Anger and bitterness aside, I realized at that moment that my mother, regardless of her great and huge faults, loved me. Too bad I had to be facing total annihilation for that realization to happen.
“We’re not putting her in more danger,” he countered. “We’re trying to get her out of it.” Morpheus drained his cup and set it down on the table. “I have to get back to the search.”
“Wait.” My voice stopped him as he began to walk away. “What can I do?”
He turned and came to me, smiling a father’s smile. “Stay safe, and let your instincts guide you.”
With that said, he bent and kissed my cheek and, after kissing my mother—who was not impressed with him—he disappeared, much the way he had appeared to begin with.
“That went well,” I said, slightly dazed. I had to accept all of this and fast, or this constant fog of disbelief was going to get me killed.
I picked up another sandwich. I couldn’t wrap my head around having the kind of power my father had—or that my mind seemed to think I might possess, but three weeks ago I wouldn’t have been able to wrap my head around opening portals or having my eyes change color.
My mother’s eyes looked too big in her pale face. “Promise me you’ll be careful.” She actually choked when she said it—like on a sob.

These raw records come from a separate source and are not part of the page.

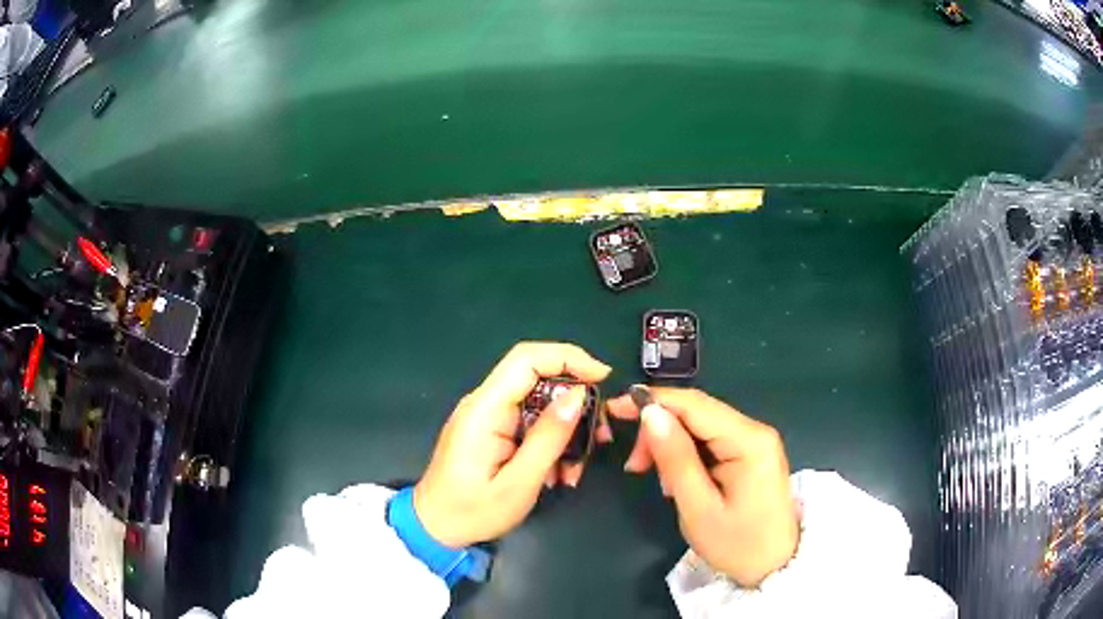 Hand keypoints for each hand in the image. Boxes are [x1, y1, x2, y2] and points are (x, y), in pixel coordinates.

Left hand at [414, 342, 611, 546]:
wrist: (435, 528)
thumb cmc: (472, 511)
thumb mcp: (519, 483)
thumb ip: (548, 438)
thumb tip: (578, 396)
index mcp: (485, 409)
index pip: (527, 359)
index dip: (568, 358)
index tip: (603, 377)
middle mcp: (485, 404)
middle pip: (538, 380)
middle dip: (575, 403)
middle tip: (600, 435)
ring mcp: (487, 417)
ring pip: (539, 405)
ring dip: (565, 432)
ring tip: (576, 469)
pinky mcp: (492, 432)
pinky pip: (529, 424)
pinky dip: (550, 444)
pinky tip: (557, 474)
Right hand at [608, 387, 798, 586]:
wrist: (773, 565)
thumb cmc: (736, 544)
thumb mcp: (698, 507)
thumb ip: (675, 458)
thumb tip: (650, 412)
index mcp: (749, 441)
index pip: (694, 404)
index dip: (652, 400)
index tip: (614, 408)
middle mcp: (755, 430)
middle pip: (696, 412)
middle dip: (660, 430)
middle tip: (635, 466)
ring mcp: (755, 440)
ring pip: (700, 425)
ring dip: (670, 445)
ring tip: (658, 481)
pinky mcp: (750, 452)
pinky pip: (710, 440)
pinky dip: (686, 454)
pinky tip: (677, 479)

I could do that, even if it might prove to be a lie. I could give her a little hope because I wasn’t a total bitch, and I couldn’t bring myself purposefully to hurt her at the moment. “I promise.”
It was time to leave—before she hugged me or something. I had to remind myself not to get too close. Regardless of what she said, or how caring and frightened she appeared, she had abandoned me and the rest of her family, and a woman who would do that once would do it again in a second.
I said good-bye and opened a portal. I hopped right through. Either I was getting better at this, or I’d been given a lucky break.
I took another drink of water from the bottle I’d opened and left the rest on the counter. Then I quickly tiptoed back upstairs and slipped into the soft, inviting warmth of Noah’s bed. He stopped snoring and shifted, his body easing toward mine. He reached for me, and I went willingly into his arms. I needed to be there.
“Where were you?” he asked, pulling me close so that he was spooned around my back.
“I had to get a drink.” It wasn’t really a lie if I left stuff out, was it? I had been thirsty after all.
“I thought I’d lost you.” His voice was a warm mumble against my skin.
“No,” I said, snuggling deep into his embrace. “You’re not going to lose me.” And I’m not going to lose you.
I hated keeping secrets.
Normally I was the kind of person who couldn’t hang on to a secret no matter how hard she tried. Oh sure, I did an okay job of keeping the fact that I was a Nightmare hidden, but that was self-preservation. Who’d go to a psychologist who claimed to be half-immortal?
Secrets slipped through my fingers, tumbled from my lips. I just wasn’t good at holding things close. Sometimes I would tell one person who I was sure would never say anything—but then I’d feel guilty for telling.
Patients’ secrets were different. That was my job. Yes, I’ll admit that sometimes I talked about patients, but I never revealed names. Never told their stories just for the sake of telling. That was just too much like betrayal.